Quelques instants de silence avant qu'un élève du premier rang ne lève la main.

- Je crois que la pornographie est un leurre. Je veux dire, on donne du plaisir à tout le monde, y'a qu'à se servir, on se dit qu'on est libre, on peut aimer qui on veut, on peut jouir à volonté. Et puis pendant ce temps là, on ne réfléchit pas trop et on peut très bien vivre dans une société plus policée et rigide qu'on ne le croit. Par exemple, notre vocabulaire aujourd'hui, c'est du Novlangue à côté de celui d'il y a vingt ans. Alors oui, on peut apprécier un corps, mais on n'a pas le droit de dire certains mots... on façonne notre pensée. C'est pas tellement être libre, si on nous retire les mots.

- Nan mais on est en démocratie-heu, fait un autre élève du fond de la classe. On est dans un pays libre!

- Ha ouais, et tu te fais arrêter si tu penses pas comme tout le monde. Je ne suis pas pour le racisme et tout ça, mais je trouve ça nul de museler les gens parce qu'ils disent ce qu'ils pensent.

- Mais alors, demande le professeur, quel est le constat sur la question initiale. Le peintre incite-il à l'hédonisme et à la liberté?

Il y a de nouveau le silence. Le professeur observe ses élèves, qui préfèrent visiblement les sujets plus actuels que les philosophes morts il y a 2500 ans. L'auteur de la digression reprend finalement la parole.

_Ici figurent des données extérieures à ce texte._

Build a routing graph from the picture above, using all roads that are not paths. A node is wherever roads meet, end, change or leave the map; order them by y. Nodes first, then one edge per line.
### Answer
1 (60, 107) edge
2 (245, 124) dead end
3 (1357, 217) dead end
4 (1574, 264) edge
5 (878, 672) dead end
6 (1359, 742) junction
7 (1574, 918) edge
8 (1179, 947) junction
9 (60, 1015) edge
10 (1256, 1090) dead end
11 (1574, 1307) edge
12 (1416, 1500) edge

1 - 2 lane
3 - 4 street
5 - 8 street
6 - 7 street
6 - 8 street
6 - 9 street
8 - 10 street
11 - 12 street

- L'artiste incite à quelque chose. Il provoque quelque chose. Il dit quelque chose. Dans le cadre d'un nu, je pense qu'il dit qu'un corps, c'est comme un arbre, une pomme, une montagne: c'est normal, et il n'y a pas à avoir honte d'aimer un corps. Tout le monde en a un. Etudier et peindre un corps seulement pour travailler la lumière, c'est comme faire de belles phrases juste pour faire de belles phrases: c'est joli mais ça ne dit rien.

C'est à cet instant que la sonnerie rententit. Le professeur intervient une dernière fois.

- N'oubliez quand même pas de lire la fin du Banquet pour la prochaine fois. Si nous avons le temps après ça, nous pourrons revenir à cette conversation.

Les élèves rangent leurs affaires et sortent en parlant bruyamment. Les deux copains sont contents.

- Oh, m'sieur, dites, est-ce qu'on peut parvenir à prouver le but d'une oeuvre en étudiant ses effets? Genre, méthode scientifique, Descartes, tout ça, histoire de rester dans la philo.

Le professeur sourit.

- Si on commence par là, il peut potentiellement y avoir autant de buts que de personnes. Mais si tu veux en parler, tu peux me faire un essay sur le sujet, je serai ravi de le lire.

- Heuuuu ouais nan, j'ai déjà trop de devoirs, je fais pas d'heures sup'! Au r'voir, msieur!